My question is based on a problem in Chapter 2 of the book, which is as follows

2.38 A metal sphere of radius $R$, carrying charge $q$, is surrounded by a thick concentric metal shell (inner radius $a$, outer radius $b$, as in Fig. 2.48). The shell carries no net charge.

(a) Find the surface charge density $\sigma$ at $R$, at $a$, and at $b$.

(b) Find the potential at the center, using infinity as the reference point.

(c) Now the outer surface is touched to a grounding wire, which drains off charge and lowers its potential to zero (same as infinity). How do your answers to (a) and (b) change?

My question below will be about item (c) and what it means to ground the outer surface.

A question about this problem has been asked before. That question gave me insights about what it means to ground an object, but did not elucidate my question on what exactly it means in physical terms (not just mathematical terms regarding electric potential) when grounding occurs.

Here is the cited Fig. 2.48

enter image description here

and here is my depiction of the situation

enter image description here

In words, the metallic sphere in the center is a charged conductor. Therefore, all the charge is on the surface and there is no electric field inside. This surface charge induces a surface charge on the interior of the metallic shell, $q_{induced}$.

Using Gauss' law with a Gaussian surface that is entirely inside the metallic shell, we find that

$$\int_{G.S} \vec{E}\cdot\hat{n}dS=0=\frac{q_{enclosed}}{\epsilon_0}$$

$$q_{enclosed}=q_{induced}+q=0$$

$$q_{induced}=-q$$

There is an electric field in between the interior sphere and the outer shell, represented by the blue field lines in the depiction above.

The outer surface of the metallic shell has an induced positive charge that equals q because as a whole the charge on the shell is zero.

Because the shell is a conductor, there is no electric field inside. There is, however, an electric field emanating radially outward from the outer shell because of the positive charge on the outer surface.

What does it mean to ground the outer surface? Specifically, what does it mean to drain off charge?

It seems to mean that the potential of the "grounded object", in this case the metallic shell, is brought to the potential of the reference point (in our case infinity). Therefore, the metallic shell has potential zero after being grounded.

If the difference in potential between infinity and the metallic shell is zero, then the electric field between them is zero. Ie

$$\int_{\infty}^{\vec{r}_b} \vec{E}\cdot d\vec{r}=0 \implies \vec{E}=0$$

(I am not sure exactly why $\vec{E}$ couldn't be something nonzero that happens to have this line integral be zero)

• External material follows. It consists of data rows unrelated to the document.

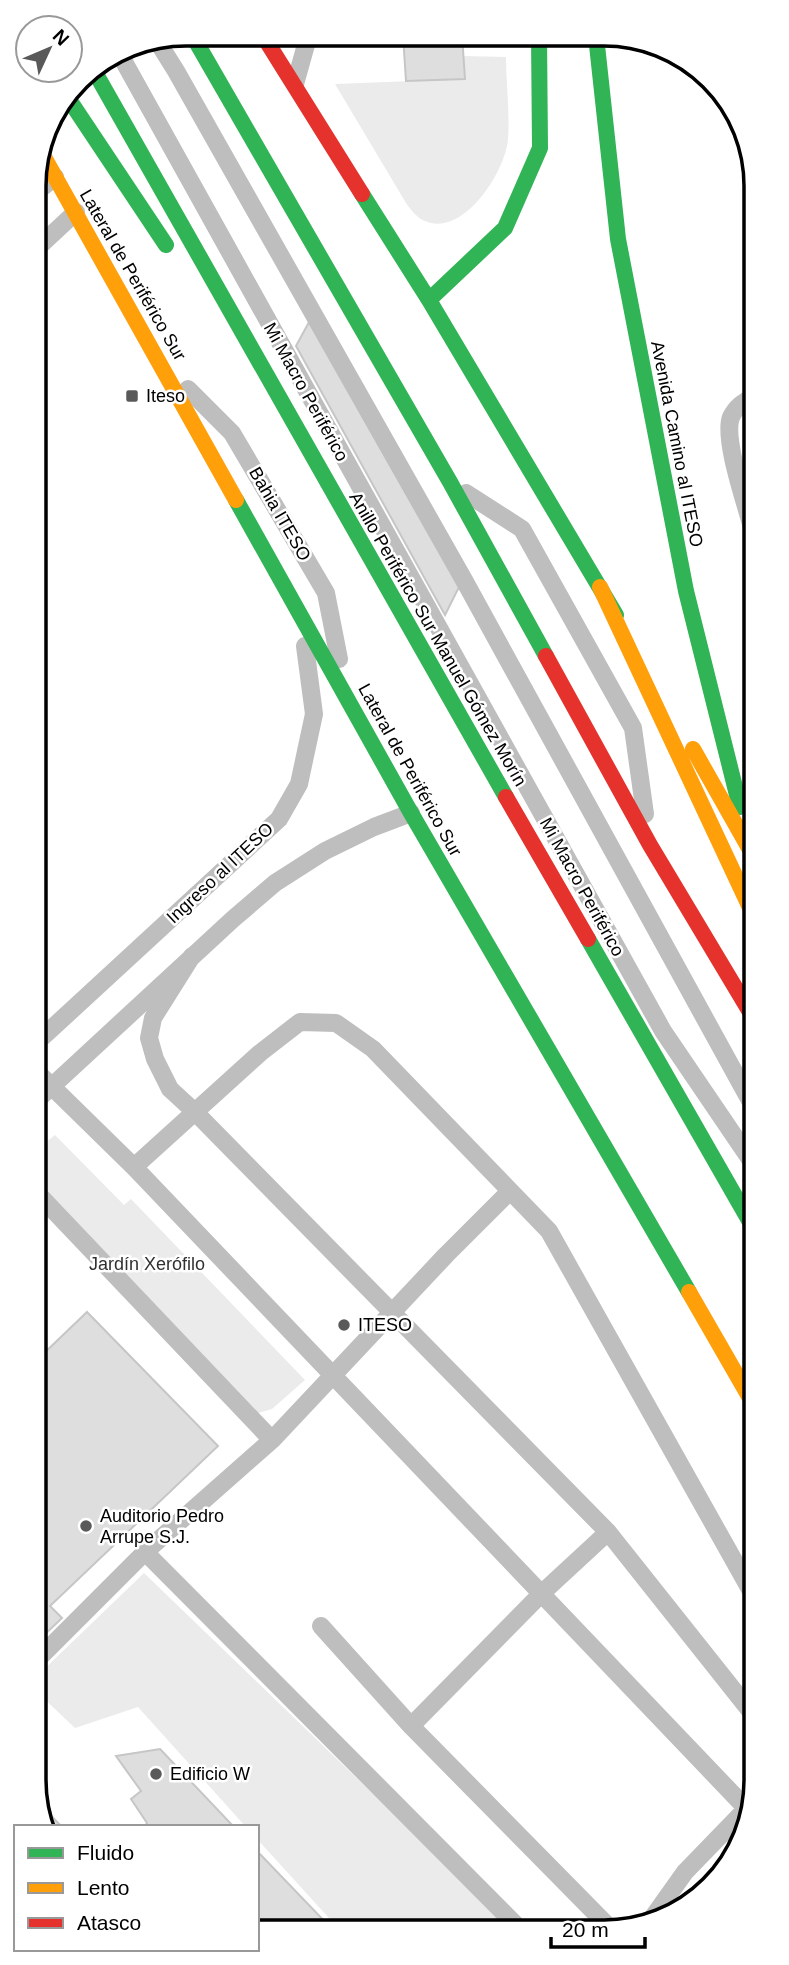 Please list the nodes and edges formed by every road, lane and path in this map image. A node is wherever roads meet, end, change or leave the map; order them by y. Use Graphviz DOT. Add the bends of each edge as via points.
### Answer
graph roads {
  1 [pos="198,46"];
  2 [pos="269,46"];
  3 [pos="306,46"];
  4 [pos="539,46"];
  5 [pos="597,46"];
  6 [pos="161,48"];
  7 [pos="123,60"];
  8 [pos="98,76"];
  9 [pos="295,88"];
  10 [pos="72,104"];
  11 [pos="47,163"];
  12 [pos="55,177"];
  13 [pos="46,184"];
  14 [pos="76,212"];
  15 [pos="46,240"];
  16 [pos="173,256"];
  17 [pos="429,300"];
  18 [pos="219,325"];
  19 [pos="159,359"];
  20 [pos="744,402"];
  21 [pos="450,482"];
  22 [pos="744,496"];
  23 [pos="334,497"];
  24 [pos="600,587"];
  25 [pos="302,614"];
  26 [pos="347,698"];
  27 [pos="411,813"];
  28 [pos="744,820"];
  29 [pos="744,839"];
  30 [pos="650,845"];
  31 [pos="744,894"];
  32 [pos="192,956"];
  33 [pos="743,1001"];
  34 [pos="46,1034"];
  35 [pos="46,1082"];
  36 [pos="51,1087"];
  37 [pos="743,1089"];
  38 [pos="46,1092"];
  39 [pos="195,1112"];
  40 [pos="743,1149"];
  41 [pos="134,1167"];
  42 [pos="509,1192"];
  43 [pos="46,1202"];
  44 [pos="743,1210"];
  45 [pos="394,1311"];
  46 [pos="334,1376"];
  47 [pos="743,1386"];
  48 [pos="272,1440"];
  49 [pos="608,1532"];
  50 [pos="145,1552"];
  51 [pos="743,1577"];
  52 [pos="542,1593"];
  53 [pos="321,1626"];
  54 [pos="46,1651"];
  55 [pos="743,1702"];
  56 [pos="411,1726"];
  57 [pos="742,1802"];
  58 [pos="738,1817"];
  59 [pos="660,1908"];
  60 [pos="512,1920"];
  61 [pos="602,1920"];
  1 -- 21 [label="main road"];
  2 -- 9 [label="main road"];
  3 -- 9 [label="lane"];
  4 -- 17 [label="main road" via="540,148 505,228"];
  5 -- 28 [label="main road, Avenida Camino al ITESO" via="618,239 654,433"];
  6 -- 37 [label="lane" via="464,580"];
  7 -- 40 [label="lane, Mi Macro Periférico" via="663,1031"];
  8 -- 23 [label="main road, Anillo Periférico Sur Manuel Gómez Morín"];
  9 -- 17 [label="main road"];
  10 -- 16 [label="main road"];
  11 -- 12 [label="main road, Lateral de Periférico Sur"];
  12 -- 13 [label="lane"];
  12 -- 14 [label="main road, Lateral de Periférico Sur"];
  14 -- 15 [label="lane"];
  14 -- 19 [label="main road, Lateral de Periférico Sur"];
  17 -- 24 [label="main road"];
  18 -- 23 [label="main road"];
  19 -- 25 [label="main road, Lateral de Periférico Sur"];
  19 -- 26 [label="lane, Bahia ITESO" via="232,433 326,593"];
  20 -- 22 [label="lane" via="730,418 729,440"];
  21 -- 30 [label="main road"];
  21 -- 30 [label="lane" via="522,529 633,728"];
  23 -- 44 [label="main road, Anillo Periférico Sur Manuel Gómez Morín"];
  24 -- 29 [label="main road"];
  24 -- 31 [label="main road"];
  25 -- 26 [label="main road, Lateral de Periférico Sur"];
  25 -- 34 [label="lane, Ingreso al ITESO" via="314,713 299,784 279,819"];
  26 -- 27 [label="main road, Lateral de Periférico Sur"];
  27 -- 32 [label="lane" via="325,851 275,883"];
  27 -- 47 [label="main road, Lateral de Periférico Sur"];
  30 -- 33 [label="main road"];
  32 -- 36 [label="lane"];
  32 -- 39 [label="lane" via="153,1018 149,1038 170,1089"];
  35 -- 36 [label="lane"];
  36 -- 38 [label="lane"];
  36 -- 41 [label="lane"];
  39 -- 41 [label="lane"];
  39 -- 42 [label="lane" via="300,1022 336,1023 373,1049"];
  39 -- 45 [label="lane"];
  41 -- 46 [label="lane"];
  42 -- 45 [label="lane"];
  42 -- 51 [label="lane" via="549,1231"];
  43 -- 48 [label="lane"];
  45 -- 46 [label="lane"];
  45 -- 49 [label="lane"];
  46 -- 48 [label="lane"];
  46 -- 52 [label="lane"];
  48 -- 50 [label="lane"];
  49 -- 52 [label="lane"];
  49 -- 55 [label="lane"];
  50 -- 54 [label="lane"];
  50 -- 60 [label="lane"];
  52 -- 56 [label="lane"];
  52 -- 57 [label="lane"];
  53 -- 56 [label="lane"];
  56 -- 61 [label="lane"];
  58 -- 59 [label="lane" via="685,1872"];
}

If the electric field is zero outside the metallic shell then Gauss' law with a Gaussian surface being a sphere concentric with our inner sphere and surrounding the metallic shell tells us that the charge enclosed (that of inner sphere plus metallic shell) must be zero.

Apparently this means necessarily that the charge on the outer surface of the metallic shell is zero.

So my question is: how does this happen, and why? Ie, What does it mean that "charge is drained" from the metallic shell?

It seems to mean that positive charge is replaced by no charge at all. Does this happen because electrons flow in to the outer surface? Does the charge on the inner surface mean there are more electrons there than on the outer surface? What determines the amount of electrons on a surface that gives neutral charge?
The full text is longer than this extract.